I went to San Francisco for a work conference, staying for the weekend.

I was not quite sure what to expect. A lot of the narrarative around SF right now is silicon valley dystopic - clueless tech bros, whitewashing the city with their undeserved success, shifting the local culture and ruining the world with addicting, privacy and social institution shredding yet somehow irresistable technology.

COMPASS was fantastic. Unlike other conferences I’ve been to it was laser focused on one topic over two days.

The city was also enjoyable, and overcame my worst fear that I would be embarassed to find myself no different from any of the aforementioned ‘techbros’.

Dynamicland Entrance

The highlight of my trip was a fortuitous stop at an experimental computer lab called “Dynamicland”. It has caught my eye a few times in the past year, enough to have put the thought in the back of my brain that if I ever got to SF I needed to check this place out. Through happenstance I met someone at the conference who knew a volunteer researcher there who was able to welcome and show me the ropes.

I met some friends in a nearby east-of-the-bay town at a winery staring back across at the big city, which I think was coincidentally sited on the old airfield featured in Robin Sloan’s Sourdough

Back to Dynamicland, which might be the future we have all been waiting for. Dynamicland proposes a world where computers are at the same time completely hidden while also being pervasive and interacting on every surface. Or at least all the flat surfaces.

They do this by mounting all the hardware in the ceiling: a computer, a projector, and a camera. The camera observes what is happening on the the surface receiving the projections and being observed by the camera and acted upon by the ‘OS’.

What I can’t even begin to explain here is that all ‘computation’ is embedded in physical sheets of paper, which both serve as the ‘display’ and programmatic definition. A founding principal is that everything should be self-explaining and approachable by anyone, not locked away behind syntax and compilers, evident only to the cognoscenti.

Pages defining programs are physically there on the table, interpreted by the system in the ceiling but viscerally manipulated by what’s happening below. Here’s a video of a binder of “cool wallpapers”: to get to the next wallpaper you flip over a new page, which the camera reads in real time and it switches from running the code from the old page and brings up the behavior defined by the new page:

This results in programming as an activity that to me felt very similar to being in a puzzle room: collaborating towards some shared common goal, but interacting fully in a physical space instead of as a set of individuals hunched over a keyboard staring at disjointed screens. At one point someone needed a particular card, so I ran into the other room to find it, returning a few minutes later to set it on the table, fixing a problem and moving the moment along.

In the future the hardware and software will be built into self-connecting light bulbs installed seamlessly everywhere, yielding a computable canvas shared by all.

Dockless bike end of trip

Highlight #2 was renting a dockless e-bike on Sunday and crusing all over. I’m comfortable on a regular bike in most traffic, and found the roads in the northwest part of the city fairly navigable and the drivers no more petulant than on my home turf. The bike kicked me straight up 10 blocks of the steepest hill I think I’ve ever dared to ride up returning towards downtown from the Presidio and I don’t think I even broke a sweat.
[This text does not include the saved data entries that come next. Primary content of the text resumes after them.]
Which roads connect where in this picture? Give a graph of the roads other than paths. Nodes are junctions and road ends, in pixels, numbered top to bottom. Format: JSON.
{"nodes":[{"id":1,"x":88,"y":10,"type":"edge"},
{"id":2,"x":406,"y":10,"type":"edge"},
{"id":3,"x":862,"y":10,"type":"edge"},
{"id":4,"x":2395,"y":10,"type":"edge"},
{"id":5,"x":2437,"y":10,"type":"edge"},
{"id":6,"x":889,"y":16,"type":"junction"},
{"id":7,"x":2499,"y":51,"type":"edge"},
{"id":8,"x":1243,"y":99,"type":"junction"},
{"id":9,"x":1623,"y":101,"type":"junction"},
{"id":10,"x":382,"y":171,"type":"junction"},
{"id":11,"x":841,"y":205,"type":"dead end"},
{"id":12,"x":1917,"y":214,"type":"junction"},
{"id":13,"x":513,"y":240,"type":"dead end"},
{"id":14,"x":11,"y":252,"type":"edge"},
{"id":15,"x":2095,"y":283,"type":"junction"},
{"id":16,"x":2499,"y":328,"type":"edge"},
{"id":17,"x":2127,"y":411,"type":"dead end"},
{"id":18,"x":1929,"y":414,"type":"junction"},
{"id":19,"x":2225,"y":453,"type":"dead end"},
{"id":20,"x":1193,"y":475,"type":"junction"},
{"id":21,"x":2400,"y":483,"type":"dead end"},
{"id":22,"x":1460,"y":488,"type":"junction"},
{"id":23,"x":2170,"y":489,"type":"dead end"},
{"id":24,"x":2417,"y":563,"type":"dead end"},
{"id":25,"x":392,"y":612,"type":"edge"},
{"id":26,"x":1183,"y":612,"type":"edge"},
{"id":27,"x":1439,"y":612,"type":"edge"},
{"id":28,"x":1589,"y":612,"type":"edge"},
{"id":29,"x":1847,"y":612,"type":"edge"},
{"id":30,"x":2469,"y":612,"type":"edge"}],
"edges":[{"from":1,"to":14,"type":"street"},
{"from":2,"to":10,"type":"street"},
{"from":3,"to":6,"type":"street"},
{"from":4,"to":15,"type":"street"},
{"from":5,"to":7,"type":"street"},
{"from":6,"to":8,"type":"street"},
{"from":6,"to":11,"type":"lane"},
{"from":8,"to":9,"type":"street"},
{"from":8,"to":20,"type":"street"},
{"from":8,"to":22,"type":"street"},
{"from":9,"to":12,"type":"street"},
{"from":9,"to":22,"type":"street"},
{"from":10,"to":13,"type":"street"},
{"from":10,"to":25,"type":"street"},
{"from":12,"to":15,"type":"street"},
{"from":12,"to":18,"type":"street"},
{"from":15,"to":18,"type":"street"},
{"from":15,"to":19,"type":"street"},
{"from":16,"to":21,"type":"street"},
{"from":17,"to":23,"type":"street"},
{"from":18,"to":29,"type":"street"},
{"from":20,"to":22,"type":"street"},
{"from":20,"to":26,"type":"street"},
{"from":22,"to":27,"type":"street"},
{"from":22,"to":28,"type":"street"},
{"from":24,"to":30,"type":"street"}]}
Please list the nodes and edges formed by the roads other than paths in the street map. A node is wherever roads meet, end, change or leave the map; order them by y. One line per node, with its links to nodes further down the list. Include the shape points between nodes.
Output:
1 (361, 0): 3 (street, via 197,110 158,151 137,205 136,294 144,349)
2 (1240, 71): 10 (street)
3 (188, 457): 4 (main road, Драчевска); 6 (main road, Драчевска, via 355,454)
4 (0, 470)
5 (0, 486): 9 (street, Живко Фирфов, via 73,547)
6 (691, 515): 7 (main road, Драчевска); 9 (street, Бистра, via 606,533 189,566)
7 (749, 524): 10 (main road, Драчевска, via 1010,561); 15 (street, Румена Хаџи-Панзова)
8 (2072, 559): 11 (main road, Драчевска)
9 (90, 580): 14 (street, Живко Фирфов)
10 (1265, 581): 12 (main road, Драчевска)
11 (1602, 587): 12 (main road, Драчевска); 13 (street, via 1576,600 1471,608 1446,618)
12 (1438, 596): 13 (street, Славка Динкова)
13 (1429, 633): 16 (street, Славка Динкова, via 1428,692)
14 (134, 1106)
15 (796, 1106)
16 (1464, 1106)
So that’s two things I got to see for the first time that are rising up on the future of the world. Before this trip, I was last in SF about 10 years ago - 2008 I think - for WWDC around the time that smartphones and Twitter were moving quickly along their own uptake/adoption curve. People coordinated all their conference activity on twitter using the new-fangled handheld pocket computer. 10 years later iPhones and Twitter have shifted culture in an at-that-time unforsee-able way.

I’m more optimistic for what these two technologies will bring ten years from now. I hope it’s a world where I and everyone can ride an e-bike through a city where the streets are all augmented by Dynamicland streetlights, providing seamless “in the world” (vs. “on the screen”) computational cues.

[1] I believe I found the first brief glimpses via Bret Victor’s @worrydream, one of the leaders behind @Dynamicland1. More info came from @rsnous, who I followed surreptitously after seeing a mention of his screenshot app somewhere.